■ Aim of the exercise: Reply with one number, the count of lines below that contain the string "ถนนกาญจนาภ".

[Saved data entries]
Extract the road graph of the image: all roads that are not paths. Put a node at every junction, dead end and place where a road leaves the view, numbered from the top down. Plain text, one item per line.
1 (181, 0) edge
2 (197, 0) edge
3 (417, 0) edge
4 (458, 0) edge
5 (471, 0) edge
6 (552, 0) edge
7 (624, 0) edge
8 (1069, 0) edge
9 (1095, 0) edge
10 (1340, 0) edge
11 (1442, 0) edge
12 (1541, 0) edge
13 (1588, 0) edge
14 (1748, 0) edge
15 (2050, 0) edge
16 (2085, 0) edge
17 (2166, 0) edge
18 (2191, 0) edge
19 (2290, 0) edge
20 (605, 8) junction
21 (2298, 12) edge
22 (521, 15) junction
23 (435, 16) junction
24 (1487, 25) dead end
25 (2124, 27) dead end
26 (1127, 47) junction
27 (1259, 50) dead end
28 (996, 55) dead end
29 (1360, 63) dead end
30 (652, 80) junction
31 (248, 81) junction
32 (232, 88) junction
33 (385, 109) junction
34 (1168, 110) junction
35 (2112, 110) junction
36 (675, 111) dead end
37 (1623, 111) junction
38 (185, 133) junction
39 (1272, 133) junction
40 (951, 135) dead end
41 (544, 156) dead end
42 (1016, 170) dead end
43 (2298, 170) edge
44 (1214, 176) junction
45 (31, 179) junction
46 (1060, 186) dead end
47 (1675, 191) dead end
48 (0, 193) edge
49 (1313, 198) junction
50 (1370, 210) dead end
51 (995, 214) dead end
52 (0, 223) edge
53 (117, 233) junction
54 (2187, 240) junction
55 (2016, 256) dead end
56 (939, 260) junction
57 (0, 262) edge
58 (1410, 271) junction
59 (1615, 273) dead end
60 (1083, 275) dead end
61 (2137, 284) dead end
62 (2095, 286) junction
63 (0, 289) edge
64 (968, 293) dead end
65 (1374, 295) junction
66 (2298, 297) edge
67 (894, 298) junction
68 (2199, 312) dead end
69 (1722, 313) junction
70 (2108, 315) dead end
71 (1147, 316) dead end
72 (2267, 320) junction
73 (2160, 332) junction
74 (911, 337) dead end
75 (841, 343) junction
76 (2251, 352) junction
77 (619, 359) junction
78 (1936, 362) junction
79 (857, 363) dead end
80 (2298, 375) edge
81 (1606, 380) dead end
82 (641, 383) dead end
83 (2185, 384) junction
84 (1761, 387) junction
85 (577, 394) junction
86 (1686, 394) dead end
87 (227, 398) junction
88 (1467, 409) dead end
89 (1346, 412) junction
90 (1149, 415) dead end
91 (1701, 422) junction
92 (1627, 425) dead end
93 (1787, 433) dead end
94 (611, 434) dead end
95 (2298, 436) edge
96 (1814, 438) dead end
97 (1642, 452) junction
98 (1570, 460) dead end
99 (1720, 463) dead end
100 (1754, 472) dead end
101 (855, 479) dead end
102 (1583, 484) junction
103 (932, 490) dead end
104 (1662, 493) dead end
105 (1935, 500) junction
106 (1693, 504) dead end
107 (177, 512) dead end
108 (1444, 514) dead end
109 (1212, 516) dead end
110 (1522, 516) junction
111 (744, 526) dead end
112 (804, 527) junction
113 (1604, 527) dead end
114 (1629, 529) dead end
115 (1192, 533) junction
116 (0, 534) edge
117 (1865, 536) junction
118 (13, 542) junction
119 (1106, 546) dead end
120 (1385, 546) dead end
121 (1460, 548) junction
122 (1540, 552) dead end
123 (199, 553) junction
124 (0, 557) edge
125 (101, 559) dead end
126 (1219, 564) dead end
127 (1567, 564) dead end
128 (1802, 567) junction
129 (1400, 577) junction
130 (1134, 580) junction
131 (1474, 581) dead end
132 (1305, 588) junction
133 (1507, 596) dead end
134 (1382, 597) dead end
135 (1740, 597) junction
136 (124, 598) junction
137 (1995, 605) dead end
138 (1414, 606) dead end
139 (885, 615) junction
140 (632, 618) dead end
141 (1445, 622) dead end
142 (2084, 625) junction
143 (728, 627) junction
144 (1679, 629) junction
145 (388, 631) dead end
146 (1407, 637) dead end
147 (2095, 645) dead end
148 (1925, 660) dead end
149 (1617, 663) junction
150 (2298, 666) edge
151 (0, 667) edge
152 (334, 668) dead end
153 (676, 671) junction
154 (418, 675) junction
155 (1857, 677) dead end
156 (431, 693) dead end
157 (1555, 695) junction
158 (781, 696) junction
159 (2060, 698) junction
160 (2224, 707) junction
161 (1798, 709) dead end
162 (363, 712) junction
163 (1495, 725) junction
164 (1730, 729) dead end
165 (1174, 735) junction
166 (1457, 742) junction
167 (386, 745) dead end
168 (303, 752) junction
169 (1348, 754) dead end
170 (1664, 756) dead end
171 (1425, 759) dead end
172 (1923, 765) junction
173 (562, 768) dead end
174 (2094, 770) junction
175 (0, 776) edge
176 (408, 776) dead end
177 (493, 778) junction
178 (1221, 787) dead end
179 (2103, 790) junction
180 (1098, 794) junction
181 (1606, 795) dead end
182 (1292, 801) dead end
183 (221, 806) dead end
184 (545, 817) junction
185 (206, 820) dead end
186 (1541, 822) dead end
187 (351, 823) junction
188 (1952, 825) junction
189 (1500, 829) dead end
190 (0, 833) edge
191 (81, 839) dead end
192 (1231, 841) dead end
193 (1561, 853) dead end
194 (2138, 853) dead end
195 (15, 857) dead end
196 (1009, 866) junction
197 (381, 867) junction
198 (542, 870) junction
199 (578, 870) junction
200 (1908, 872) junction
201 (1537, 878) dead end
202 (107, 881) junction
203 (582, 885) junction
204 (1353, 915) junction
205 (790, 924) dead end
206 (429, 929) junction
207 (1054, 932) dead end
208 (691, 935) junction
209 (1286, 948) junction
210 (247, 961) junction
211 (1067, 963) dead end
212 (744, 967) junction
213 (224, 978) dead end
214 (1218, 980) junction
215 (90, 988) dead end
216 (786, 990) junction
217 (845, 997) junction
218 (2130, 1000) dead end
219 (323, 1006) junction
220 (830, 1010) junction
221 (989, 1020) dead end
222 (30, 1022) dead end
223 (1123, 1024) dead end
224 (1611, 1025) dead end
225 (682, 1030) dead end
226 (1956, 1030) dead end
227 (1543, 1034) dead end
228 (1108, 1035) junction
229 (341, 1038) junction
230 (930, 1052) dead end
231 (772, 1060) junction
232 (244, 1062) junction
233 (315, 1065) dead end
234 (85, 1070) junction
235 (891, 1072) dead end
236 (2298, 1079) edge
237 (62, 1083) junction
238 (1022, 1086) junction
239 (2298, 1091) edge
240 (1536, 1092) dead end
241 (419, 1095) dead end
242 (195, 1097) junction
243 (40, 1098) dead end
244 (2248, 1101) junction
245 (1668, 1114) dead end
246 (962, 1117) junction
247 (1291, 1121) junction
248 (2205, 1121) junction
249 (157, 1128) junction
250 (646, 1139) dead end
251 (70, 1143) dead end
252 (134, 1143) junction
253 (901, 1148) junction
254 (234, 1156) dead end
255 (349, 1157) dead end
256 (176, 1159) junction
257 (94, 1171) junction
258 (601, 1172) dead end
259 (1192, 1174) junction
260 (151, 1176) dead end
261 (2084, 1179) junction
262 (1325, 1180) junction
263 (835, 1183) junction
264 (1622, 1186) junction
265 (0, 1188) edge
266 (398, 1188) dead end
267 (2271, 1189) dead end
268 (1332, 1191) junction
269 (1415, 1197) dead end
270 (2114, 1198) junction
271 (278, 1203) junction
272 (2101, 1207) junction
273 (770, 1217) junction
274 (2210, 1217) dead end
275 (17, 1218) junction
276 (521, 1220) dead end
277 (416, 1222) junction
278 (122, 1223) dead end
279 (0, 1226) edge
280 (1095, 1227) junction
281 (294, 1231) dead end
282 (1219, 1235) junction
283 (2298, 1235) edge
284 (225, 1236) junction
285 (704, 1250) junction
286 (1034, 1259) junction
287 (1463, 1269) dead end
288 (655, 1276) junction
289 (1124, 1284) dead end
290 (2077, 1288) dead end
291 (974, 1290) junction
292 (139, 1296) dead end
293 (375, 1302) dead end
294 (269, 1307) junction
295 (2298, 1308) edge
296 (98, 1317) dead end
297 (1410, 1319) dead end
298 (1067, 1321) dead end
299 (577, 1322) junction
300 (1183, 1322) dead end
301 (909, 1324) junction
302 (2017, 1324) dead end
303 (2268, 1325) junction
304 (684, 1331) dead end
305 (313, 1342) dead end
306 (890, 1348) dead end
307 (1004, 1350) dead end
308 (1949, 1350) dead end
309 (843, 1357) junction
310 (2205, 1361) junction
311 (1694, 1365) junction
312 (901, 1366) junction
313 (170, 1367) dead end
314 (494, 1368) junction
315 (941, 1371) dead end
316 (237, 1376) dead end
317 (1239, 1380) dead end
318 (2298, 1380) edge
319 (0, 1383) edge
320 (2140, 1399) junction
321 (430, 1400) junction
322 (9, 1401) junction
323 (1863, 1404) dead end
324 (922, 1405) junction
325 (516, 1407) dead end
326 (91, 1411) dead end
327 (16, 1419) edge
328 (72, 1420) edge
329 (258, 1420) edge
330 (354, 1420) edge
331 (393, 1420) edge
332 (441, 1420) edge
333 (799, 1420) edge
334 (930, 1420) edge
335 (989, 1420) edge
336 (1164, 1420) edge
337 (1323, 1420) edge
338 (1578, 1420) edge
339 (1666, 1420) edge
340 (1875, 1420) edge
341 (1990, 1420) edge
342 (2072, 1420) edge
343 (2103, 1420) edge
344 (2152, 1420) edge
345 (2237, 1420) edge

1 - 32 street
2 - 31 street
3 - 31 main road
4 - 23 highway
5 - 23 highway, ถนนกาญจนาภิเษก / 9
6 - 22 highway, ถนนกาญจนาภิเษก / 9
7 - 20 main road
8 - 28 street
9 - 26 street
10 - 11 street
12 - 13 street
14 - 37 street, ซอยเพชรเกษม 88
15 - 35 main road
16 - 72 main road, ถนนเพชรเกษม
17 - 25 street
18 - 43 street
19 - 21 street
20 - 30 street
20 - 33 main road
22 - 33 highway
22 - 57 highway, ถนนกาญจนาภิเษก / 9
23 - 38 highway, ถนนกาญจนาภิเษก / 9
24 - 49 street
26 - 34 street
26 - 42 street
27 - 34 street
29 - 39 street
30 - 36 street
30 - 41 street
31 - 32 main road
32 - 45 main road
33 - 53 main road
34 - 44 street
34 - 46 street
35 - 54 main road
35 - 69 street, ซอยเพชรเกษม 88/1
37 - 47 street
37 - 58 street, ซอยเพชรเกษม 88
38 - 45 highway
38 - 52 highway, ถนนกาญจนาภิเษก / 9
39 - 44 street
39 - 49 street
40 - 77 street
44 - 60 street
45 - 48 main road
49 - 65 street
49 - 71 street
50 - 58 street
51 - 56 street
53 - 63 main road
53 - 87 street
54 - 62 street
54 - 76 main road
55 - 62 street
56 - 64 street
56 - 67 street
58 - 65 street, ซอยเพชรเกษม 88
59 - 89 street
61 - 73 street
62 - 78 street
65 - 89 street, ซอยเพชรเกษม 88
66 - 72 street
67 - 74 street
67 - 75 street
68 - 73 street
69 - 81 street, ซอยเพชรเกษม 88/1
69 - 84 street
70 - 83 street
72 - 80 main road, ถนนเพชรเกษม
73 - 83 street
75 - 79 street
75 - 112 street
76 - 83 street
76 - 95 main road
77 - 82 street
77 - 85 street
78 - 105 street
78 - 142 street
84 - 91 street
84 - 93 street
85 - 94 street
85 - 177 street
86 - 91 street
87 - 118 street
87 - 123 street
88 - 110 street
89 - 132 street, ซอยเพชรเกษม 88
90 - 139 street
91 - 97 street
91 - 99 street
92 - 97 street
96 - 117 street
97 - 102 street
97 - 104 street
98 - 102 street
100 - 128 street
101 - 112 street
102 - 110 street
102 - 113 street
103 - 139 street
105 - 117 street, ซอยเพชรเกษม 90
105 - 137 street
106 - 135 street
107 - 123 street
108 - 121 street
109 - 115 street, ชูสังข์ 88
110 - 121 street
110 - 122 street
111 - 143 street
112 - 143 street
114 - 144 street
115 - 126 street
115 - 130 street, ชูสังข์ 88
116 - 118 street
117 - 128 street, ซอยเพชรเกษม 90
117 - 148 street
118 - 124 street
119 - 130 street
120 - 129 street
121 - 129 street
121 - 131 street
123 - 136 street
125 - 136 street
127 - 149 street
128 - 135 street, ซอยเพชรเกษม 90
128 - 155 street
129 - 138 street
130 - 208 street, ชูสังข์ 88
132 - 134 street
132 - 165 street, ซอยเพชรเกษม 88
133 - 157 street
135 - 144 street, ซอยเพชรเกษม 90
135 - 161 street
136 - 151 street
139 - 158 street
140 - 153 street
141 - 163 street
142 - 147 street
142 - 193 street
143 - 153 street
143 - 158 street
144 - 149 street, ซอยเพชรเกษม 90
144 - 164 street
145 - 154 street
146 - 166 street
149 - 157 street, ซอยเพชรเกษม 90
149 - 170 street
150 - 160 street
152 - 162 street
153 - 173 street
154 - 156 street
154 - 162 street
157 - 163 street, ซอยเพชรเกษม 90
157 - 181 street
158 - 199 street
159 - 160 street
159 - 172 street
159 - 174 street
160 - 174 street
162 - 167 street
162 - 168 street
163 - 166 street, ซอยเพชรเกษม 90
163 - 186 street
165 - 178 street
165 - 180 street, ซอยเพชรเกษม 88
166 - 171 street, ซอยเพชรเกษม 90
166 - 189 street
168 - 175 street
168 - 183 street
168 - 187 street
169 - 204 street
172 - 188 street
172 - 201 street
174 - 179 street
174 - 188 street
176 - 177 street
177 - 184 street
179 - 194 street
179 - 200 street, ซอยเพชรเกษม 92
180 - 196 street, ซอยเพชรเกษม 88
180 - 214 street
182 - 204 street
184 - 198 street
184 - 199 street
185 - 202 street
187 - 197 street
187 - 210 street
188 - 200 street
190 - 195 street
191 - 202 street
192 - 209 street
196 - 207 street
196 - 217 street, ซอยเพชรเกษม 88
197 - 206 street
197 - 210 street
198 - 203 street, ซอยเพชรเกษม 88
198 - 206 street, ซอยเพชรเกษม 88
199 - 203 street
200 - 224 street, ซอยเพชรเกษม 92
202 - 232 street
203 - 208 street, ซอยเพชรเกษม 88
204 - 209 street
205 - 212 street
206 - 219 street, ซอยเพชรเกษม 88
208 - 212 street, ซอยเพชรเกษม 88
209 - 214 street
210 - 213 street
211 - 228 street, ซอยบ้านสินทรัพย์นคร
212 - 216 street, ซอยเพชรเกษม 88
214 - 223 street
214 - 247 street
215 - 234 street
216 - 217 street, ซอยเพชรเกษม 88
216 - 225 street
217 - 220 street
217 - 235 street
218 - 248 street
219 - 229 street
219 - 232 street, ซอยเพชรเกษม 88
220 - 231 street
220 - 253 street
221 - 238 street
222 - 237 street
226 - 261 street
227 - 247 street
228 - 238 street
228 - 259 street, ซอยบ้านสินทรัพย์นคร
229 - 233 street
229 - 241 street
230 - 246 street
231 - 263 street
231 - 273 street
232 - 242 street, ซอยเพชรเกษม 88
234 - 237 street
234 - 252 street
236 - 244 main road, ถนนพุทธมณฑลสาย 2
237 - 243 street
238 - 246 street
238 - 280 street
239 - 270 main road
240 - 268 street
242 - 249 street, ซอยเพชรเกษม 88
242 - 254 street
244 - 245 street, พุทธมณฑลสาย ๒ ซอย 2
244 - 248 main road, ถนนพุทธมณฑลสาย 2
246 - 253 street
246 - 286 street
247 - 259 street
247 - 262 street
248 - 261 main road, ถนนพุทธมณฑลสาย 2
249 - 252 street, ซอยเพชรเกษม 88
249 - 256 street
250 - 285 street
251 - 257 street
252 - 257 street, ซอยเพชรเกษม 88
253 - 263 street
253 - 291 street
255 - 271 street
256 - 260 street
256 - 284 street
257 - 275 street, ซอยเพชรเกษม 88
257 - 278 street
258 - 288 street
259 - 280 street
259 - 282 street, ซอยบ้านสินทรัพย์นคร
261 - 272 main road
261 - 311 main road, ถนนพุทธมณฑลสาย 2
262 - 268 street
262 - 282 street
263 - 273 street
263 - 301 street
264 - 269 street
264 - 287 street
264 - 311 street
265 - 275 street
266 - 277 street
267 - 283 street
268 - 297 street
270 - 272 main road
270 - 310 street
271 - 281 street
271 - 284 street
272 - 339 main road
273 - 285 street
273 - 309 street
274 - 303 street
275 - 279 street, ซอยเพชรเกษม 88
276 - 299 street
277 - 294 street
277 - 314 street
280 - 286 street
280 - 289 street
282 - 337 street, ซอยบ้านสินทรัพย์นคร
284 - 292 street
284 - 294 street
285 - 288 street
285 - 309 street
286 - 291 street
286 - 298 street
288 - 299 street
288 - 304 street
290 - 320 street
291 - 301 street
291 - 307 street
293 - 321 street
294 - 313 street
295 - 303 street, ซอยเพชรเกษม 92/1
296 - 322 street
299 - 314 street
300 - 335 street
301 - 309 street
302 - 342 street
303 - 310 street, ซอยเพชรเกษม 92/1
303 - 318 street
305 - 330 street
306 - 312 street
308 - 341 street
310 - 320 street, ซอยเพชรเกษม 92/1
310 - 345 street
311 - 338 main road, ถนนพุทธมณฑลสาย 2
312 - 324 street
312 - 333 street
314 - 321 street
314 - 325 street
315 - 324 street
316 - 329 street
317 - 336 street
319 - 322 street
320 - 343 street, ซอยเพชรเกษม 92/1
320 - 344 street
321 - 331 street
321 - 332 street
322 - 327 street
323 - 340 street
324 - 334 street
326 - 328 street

■ Exercise answer: 5